[31504] in North American Network Operators' Group
Re: netscan.org update
daemon@ATHENA.MIT.EDU (Troy Davis)
Tue Sep 26 12:52:30 2000
Date: Tue, 26 Sep 2000 09:48:53 -0700
From: Troy Davis <troy@nack.net>
To: "Roeland M.J. Meyer" <rmeyer@MHSC.com>
Cc: nanog@merit.edu
Message-ID: <20000926094853.D20992@nack.net>
Mail-Followup-To: Troy Davis <troy@nack.net>,
"Roeland M.J. Meyer" <rmeyer@MHSC.com>, nanog@merit.edu
Mime-Version: 1.0
Content-Type: text/plain; charset=us-ascii
Content-Disposition: inline
In-Reply-To: <1148622BC878D411971F0060082B042C3717@hawk.lvrmr.mhsc.com>; from rmeyer@MHSC.com on Tue, Sep 26, 2000 at 09:33:23AM -0700
Errors-To: owner-nanog-outgoing@merit.edu
On Tue, 26 Sep 2000, Roeland M.J. Meyer <rmeyer@MHSC.com> wrote:
> I know that all of you are aware of this. Granted, each subsequently
> smaller subnet also limits the maximum number of hosts that will respond
> to the smurf trigger.
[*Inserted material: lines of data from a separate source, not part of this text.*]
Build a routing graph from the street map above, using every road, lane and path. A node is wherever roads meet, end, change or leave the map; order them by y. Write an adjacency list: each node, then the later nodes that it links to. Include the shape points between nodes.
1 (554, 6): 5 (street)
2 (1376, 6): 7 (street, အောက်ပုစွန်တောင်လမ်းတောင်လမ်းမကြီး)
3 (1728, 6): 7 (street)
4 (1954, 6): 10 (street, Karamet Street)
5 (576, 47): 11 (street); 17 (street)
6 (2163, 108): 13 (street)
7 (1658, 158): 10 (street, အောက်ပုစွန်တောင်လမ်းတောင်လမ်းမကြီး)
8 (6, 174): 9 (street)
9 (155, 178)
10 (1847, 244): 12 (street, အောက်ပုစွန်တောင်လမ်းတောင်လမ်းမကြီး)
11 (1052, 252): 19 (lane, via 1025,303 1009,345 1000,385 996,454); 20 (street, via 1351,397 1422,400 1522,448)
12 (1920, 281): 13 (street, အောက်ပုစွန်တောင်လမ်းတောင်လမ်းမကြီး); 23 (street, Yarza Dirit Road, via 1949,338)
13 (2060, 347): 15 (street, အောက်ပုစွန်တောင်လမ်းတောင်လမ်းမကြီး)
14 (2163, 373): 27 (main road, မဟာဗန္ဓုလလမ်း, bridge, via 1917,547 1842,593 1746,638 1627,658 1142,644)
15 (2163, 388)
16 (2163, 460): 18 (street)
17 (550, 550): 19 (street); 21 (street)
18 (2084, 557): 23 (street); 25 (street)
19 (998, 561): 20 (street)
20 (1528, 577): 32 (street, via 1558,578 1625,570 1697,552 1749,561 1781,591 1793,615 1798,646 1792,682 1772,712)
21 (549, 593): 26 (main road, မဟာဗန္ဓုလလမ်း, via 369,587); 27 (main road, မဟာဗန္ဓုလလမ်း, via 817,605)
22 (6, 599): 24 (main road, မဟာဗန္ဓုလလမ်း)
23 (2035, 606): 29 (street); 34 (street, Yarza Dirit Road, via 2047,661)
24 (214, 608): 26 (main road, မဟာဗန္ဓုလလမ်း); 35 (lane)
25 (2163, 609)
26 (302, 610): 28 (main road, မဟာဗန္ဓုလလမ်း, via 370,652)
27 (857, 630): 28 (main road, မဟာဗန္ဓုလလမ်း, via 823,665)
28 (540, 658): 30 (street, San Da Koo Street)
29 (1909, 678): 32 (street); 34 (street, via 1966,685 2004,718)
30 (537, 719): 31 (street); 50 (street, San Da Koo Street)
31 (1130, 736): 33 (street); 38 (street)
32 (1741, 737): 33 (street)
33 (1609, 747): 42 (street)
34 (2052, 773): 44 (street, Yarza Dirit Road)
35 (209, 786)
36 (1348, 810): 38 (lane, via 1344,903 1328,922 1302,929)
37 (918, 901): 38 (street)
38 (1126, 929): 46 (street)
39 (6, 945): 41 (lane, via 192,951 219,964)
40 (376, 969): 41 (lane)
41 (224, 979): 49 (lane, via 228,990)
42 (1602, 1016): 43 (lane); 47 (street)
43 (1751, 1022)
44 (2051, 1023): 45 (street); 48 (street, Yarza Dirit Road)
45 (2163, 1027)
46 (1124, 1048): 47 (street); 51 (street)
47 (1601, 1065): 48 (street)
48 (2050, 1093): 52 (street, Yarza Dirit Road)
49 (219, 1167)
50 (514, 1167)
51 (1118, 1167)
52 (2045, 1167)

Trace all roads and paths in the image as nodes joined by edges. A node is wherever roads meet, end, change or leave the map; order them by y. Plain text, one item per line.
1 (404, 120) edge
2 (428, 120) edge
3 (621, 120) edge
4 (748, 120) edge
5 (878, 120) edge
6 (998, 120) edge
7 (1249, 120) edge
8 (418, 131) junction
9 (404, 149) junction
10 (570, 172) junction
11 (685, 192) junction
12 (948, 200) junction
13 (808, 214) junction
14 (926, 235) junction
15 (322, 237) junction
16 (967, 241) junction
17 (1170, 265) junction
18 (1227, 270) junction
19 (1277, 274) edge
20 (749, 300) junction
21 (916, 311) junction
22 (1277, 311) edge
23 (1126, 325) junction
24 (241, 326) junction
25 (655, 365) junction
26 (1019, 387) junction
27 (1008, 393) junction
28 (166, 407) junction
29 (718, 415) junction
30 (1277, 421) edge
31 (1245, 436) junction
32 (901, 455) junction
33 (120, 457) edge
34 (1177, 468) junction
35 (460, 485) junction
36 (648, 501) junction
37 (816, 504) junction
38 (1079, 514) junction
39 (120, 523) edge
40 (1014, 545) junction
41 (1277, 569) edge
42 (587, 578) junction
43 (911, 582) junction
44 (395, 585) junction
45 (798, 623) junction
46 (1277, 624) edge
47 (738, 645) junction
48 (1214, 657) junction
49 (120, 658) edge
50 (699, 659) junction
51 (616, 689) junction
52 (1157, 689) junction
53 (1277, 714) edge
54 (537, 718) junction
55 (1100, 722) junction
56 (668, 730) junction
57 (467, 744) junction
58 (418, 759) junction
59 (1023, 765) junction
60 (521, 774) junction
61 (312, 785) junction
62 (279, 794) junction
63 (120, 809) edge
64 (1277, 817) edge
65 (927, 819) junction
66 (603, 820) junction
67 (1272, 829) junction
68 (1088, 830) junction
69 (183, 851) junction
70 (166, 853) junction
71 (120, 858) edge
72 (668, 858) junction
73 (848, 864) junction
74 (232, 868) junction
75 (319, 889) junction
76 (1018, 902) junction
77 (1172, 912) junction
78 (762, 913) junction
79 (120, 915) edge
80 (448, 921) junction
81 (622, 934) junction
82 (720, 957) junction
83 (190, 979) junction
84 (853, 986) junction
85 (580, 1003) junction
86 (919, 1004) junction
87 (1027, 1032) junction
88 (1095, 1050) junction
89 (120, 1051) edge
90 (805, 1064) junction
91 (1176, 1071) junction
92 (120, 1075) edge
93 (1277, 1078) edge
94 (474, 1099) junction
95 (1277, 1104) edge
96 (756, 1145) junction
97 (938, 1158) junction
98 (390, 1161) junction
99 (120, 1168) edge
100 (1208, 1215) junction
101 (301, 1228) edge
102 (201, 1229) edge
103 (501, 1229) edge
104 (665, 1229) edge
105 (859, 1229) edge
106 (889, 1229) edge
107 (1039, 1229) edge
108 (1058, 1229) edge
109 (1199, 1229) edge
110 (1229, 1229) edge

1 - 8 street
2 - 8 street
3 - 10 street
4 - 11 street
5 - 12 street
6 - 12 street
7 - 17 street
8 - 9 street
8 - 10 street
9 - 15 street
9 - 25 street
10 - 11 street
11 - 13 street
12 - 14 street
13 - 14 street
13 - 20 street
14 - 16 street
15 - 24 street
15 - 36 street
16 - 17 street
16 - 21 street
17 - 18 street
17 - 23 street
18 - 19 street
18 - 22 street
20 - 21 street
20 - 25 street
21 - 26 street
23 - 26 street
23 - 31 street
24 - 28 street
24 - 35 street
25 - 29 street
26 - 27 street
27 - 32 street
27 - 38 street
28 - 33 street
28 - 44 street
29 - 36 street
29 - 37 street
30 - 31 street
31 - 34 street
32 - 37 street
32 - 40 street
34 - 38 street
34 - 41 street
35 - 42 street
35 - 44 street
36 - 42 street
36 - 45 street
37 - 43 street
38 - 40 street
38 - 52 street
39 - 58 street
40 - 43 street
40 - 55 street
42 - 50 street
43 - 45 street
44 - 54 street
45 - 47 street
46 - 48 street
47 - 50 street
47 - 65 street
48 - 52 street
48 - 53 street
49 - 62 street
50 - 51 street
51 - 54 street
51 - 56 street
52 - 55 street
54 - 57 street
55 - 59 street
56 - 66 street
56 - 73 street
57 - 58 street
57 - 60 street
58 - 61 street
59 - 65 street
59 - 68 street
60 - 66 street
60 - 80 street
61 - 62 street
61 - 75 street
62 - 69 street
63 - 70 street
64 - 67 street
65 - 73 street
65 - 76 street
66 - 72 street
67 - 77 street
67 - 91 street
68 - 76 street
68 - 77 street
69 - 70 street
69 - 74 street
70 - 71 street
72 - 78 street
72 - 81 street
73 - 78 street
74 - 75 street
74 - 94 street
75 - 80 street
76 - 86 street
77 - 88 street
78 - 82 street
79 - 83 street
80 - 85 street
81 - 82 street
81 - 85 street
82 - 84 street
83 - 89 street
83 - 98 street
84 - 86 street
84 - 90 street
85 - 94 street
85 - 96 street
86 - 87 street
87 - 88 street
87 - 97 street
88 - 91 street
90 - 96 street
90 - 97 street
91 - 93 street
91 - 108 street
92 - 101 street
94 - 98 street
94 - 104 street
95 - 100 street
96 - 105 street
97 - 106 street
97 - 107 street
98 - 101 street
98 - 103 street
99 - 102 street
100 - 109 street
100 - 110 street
The point is that, the web-site ONLY tests 0 and
Actually, that's often not the case. Through NAT and other modern
marvels, it's possible to have massively overpopulated netblocks that
all respond. The largest amplifier we've found yet was 170,000x (on
a class C).
> the script-kiddees already have a means to do so. Had I the time, I
> could write the code, the algorithm is trivial.
We've got the code to scan for them, but started with /24. In October
or November, we'll probably scan to /27 boundaries.
Also, there's now a list of amplifiers, sorted by ASN, rechecked and
updated nightly. It's linked off the main netscan.org page.
Cheers,
Troy